**Your instructions**
In how many lines of these records does the word "Болотная" appear? Give the number by itself.

:: Information supplied

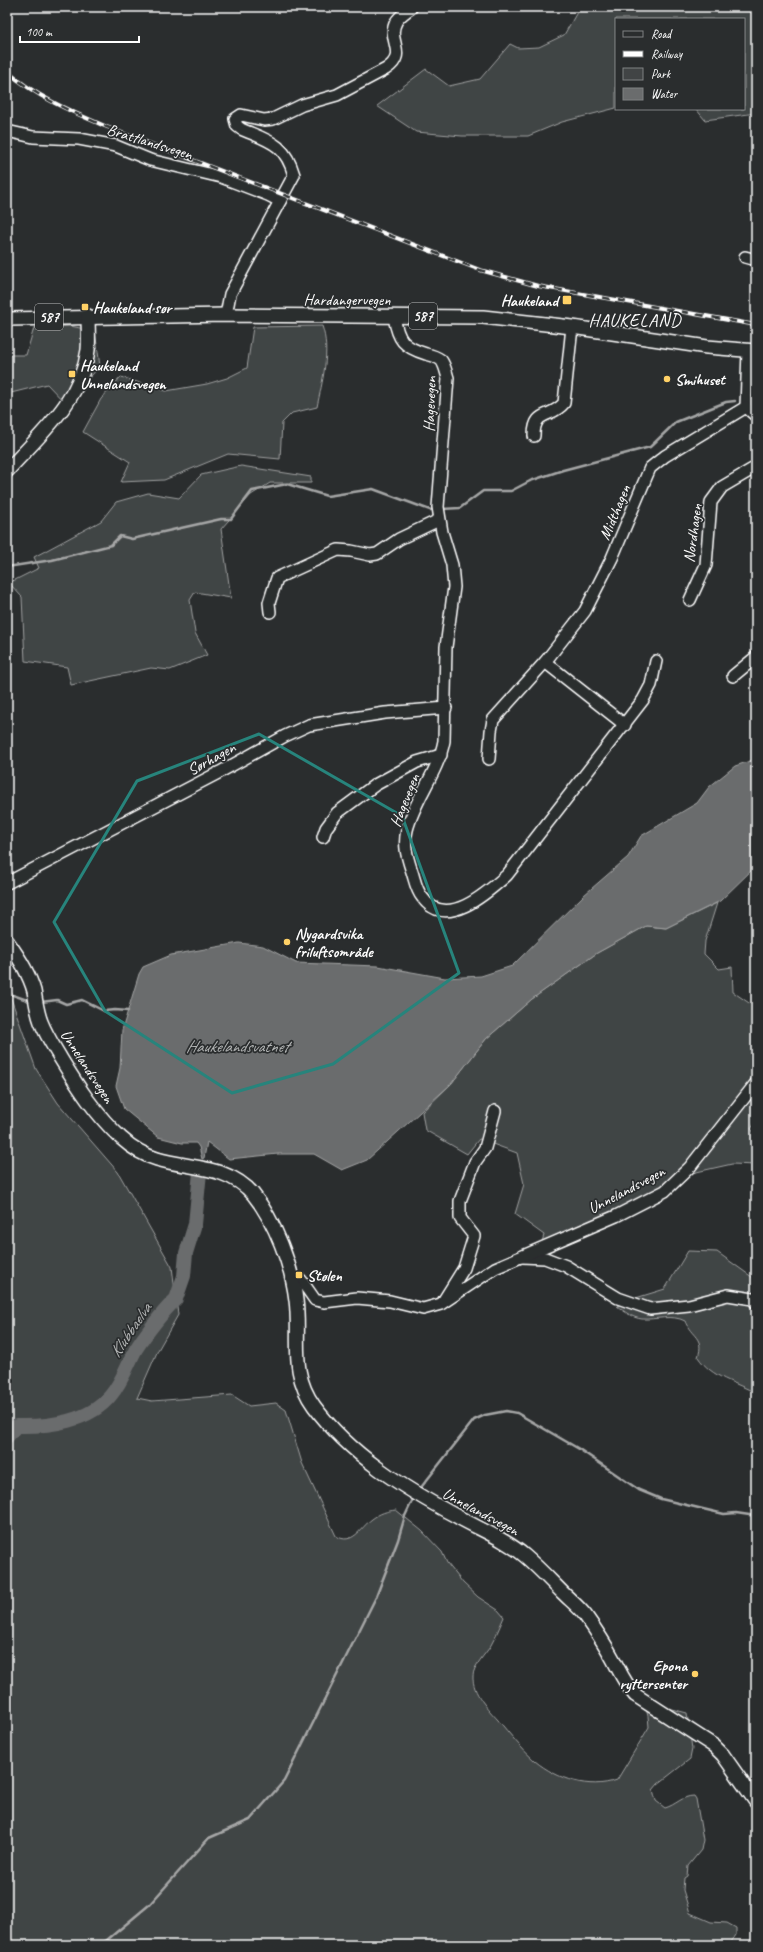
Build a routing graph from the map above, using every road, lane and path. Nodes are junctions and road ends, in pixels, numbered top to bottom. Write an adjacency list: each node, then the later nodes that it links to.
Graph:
1 (412, 7): 3 (street)
2 (7, 131): 3 (street, Brattlandsvegen)
3 (280, 201): 4 (street)
4 (226, 315): 5 (main road, Hardangervegen / 587); 6 (main road, Hardangervegen / 587)
5 (88, 316): 7 (main road, Hardangervegen / 587); 14 (main road)
6 (394, 317): 8 (main road, Hardangervegen / 587); 15 (street, Hagevegen)
7 (7, 319)
8 (572, 327): 9 (main road, Hardangervegen / 587); 12 (street)
9 (752, 351): 10 (street)
10 (746, 407): 11 (street); 20 (street, Midthagen)
11 (756, 416)
12 (534, 436)
13 (756, 467): 16 (street, Nordhagen)
14 (7, 471)
15 (439, 514): 17 (street); 22 (street, Hagevegen)
16 (690, 600)
17 (270, 612)
18 (756, 657): 21 (street)
19 (656, 661): 23 (street, Hagevegen)
20 (545, 662): 23 (street); 25 (street, Midthagen)
21 (733, 676)
22 (446, 708): 24 (street, Hagevegen); 27 (street, Sørhagen)
23 (625, 725): 24 (street, Hagevegen)
24 (441, 755): 26 (street)
25 (489, 759)
26 (323, 837)
27 (7, 883)
28 (7, 941): 32 (main road, Unnelandsvegen)
29 (756, 1083): 31 (street, Unnelandsvegen)
30 (495, 1111): 34 (street)
31 (520, 1257): 33 (street, Unnelandsvegen); 34 (street, Unnelandsvegen)
32 (293, 1280): 34 (street, Unnelandsvegen); 35 (main road, Unnelandsvegen)
33 (756, 1303)
34 (441, 1304)
35 (756, 1802)

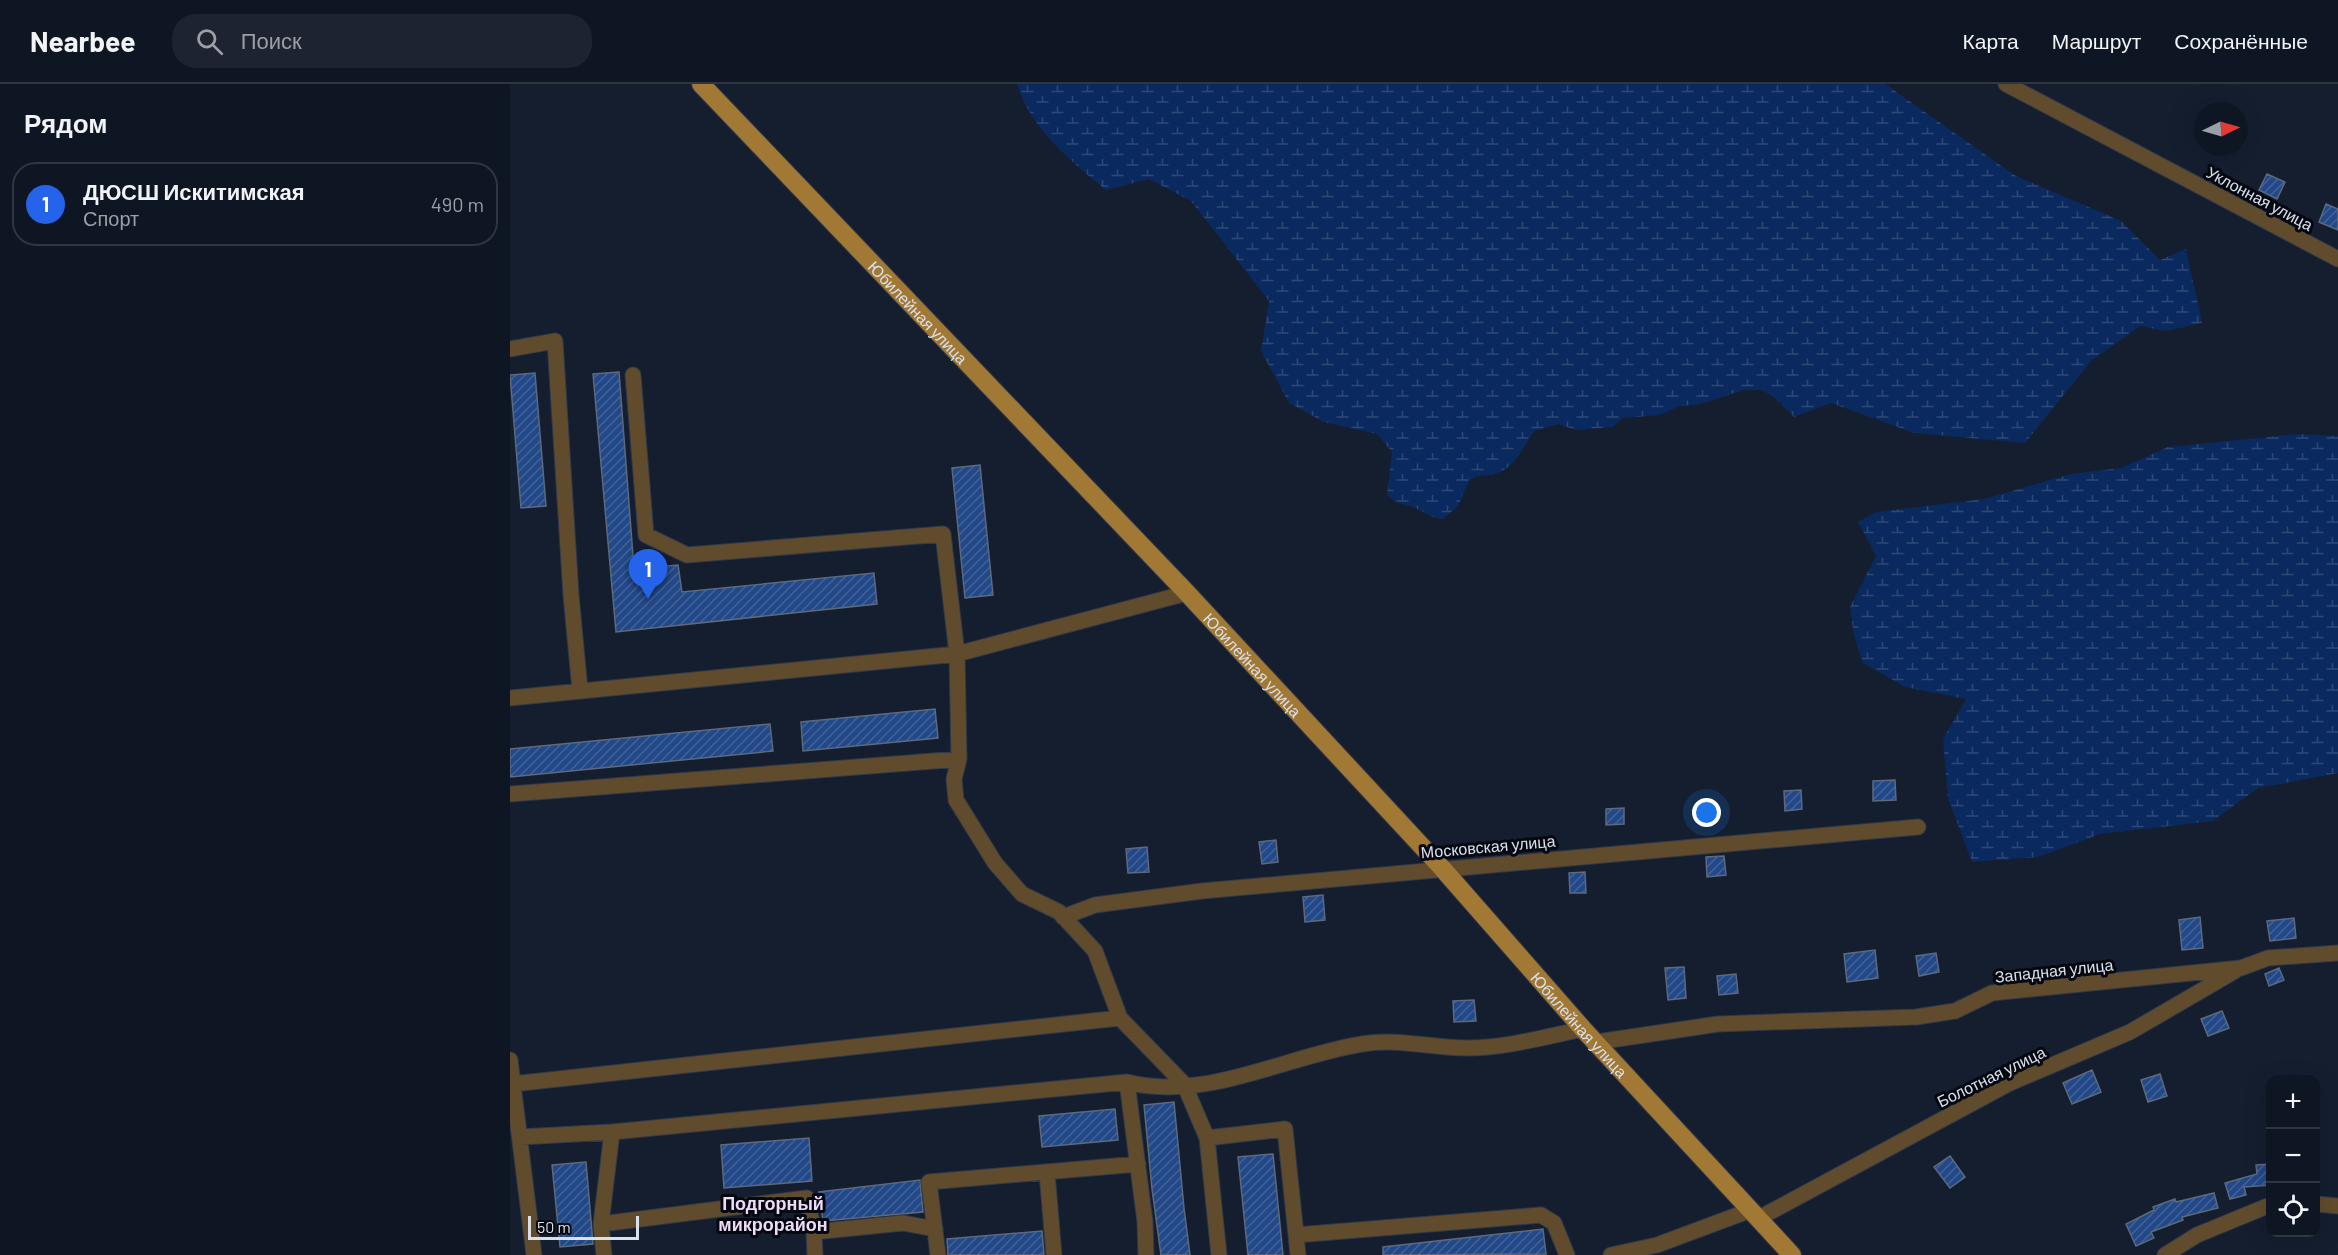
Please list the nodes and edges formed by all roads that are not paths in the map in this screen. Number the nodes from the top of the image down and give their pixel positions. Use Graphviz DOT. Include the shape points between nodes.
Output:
graph roads {
  1 [pos="701,84"];
  2 [pos="2006,84"];
  3 [pos="2338,259"];
  4 [pos="510,349"];
  5 [pos="633,375"];
  6 [pos="1187,593"];
  7 [pos="957,654"];
  8 [pos="580,690"];
  9 [pos="510,698"];
  10 [pos="959,759"];
  11 [pos="510,794"];
  12 [pos="1918,827"];
  13 [pos="1442,868"];
  14 [pos="1063,916"];
  15 [pos="2338,953"];
  16 [pos="2241,968"];
  17 [pos="1120,1018"];
  18 [pos="1583,1029"];
  19 [pos="1597,1042"];
  20 [pos="510,1060"];
  21 [pos="1127,1082"];
  22 [pos="512,1084"];
  23 [pos="1184,1084"];
  24 [pos="612,1132"];
  25 [pos="520,1137"];
  26 [pos="1207,1138"];
  27 [pos="1138,1164"];
  28 [pos="1047,1173"];
  29 [pos="2320,1204"];
  30 [pos="2338,1206"];
  31 [pos="2266,1207"];
  32 [pos="1755,1214"];
  33 [pos="601,1224"];
  34 [pos="935,1228"];
  35 [pos="814,1232"];
  36 [pos="1296,1235"];
  37 [pos="534,1255"];
  38 [pos="604,1255"];
  39 [pos="815,1255"];
  40 [pos="938,1255"];
  41 [pos="1054,1255"];
  42 [pos="1146,1255"];
  43 [pos="1219,1255"];
  44 [pos="1298,1255"];
  45 [pos="1567,1255"];
  46 [pos="1611,1255"];
  47 [pos="1792,1255"];
  48 [pos="2165,1255"];
  1 -- 6 [label="main road, Юбилейная улица"];
  2 -- 3 [label="street, Уклонная улица"];
  4 -- 8 [label="street" via="555,341"];
  5 -- 7 [label="street" via="646,535 687,555 943,534"];
  6 -- 7 [label="street"];
  6 -- 13 [label="main road, Юбилейная улица"];
  7 -- 8 [label="street"];
  7 -- 10 [label="street"];
  8 -- 9 [label="street"];
  10 -- 11 [label="street"];
  10 -- 14 [label="street" via="954,779 956,800 995,863 1022,894"];
  12 -- 13 [label="street, Московская улица"];
  13 -- 14 [label="street, Московская улица" via="1202,891 1095,905"];
  13 -- 18 [label="main road, Юбилейная улица"];
  14 -- 17 [label="street" via="1095,951"];
  15 -- 16 [label="street, Западная улица" via="2268,958"];
  16 -- 19 [label="street, Западная улица" via="1992,993 1955,1011 1916,1017 1718,1024"];
  16 -- 32 [label="street, Болотная улица" via="2130,1032 2010,1083"];
  17 -- 22 [label="street"];
  17 -- 23 [label="street"];
  18 -- 19 [label="main road, Юбилейная улица"];
  18 -- 23 [label="street" via="1467,1048 1364,1043 1306,1056 1244,1077"];
  19 -- 32 [label="main road, Юбилейная улица"];
  20 -- 22 [label="street"];
  21 -- 23 [label="street" via="1147,1087"];
  21 -- 24 [label="street"];
  21 -- 27 [label="street"];
  22 -- 25 [label="street"];
  23 -- 26 [label="street"];
  24 -- 25 [label="street"];
  24 -- 33 [label="street"];
  25 -- 37 [label="street"];
  26 -- 36 [label="street" via="1285,1129"];
  26 -- 43 [label="street"];
  27 -- 28 [label="street"];
  27 -- 42 [label="street"];
  28 -- 34 [label="street" via="929,1182"];
  28 -- 41 [label="street"];
  29 -- 30 [label="street"];
  31 -- 48 [label="street" via="2197,1235"];
  32 -- 46 [label="street, Болотная улица"];
  32 -- 47 [label="main road, Юбилейная улица"];
  33 -- 35 [label="street" via="807,1198"];
  33 -- 38 [label="street"];
  34 -- 35 [label="street" via="903,1223"];
  34 -- 40 [label="street"];
  35 -- 39 [label="street"];
  36 -- 44 [label="street"];
  36 -- 45 [label="street" via="1541,1215 1554,1223"];
}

::::

**Written answer**
2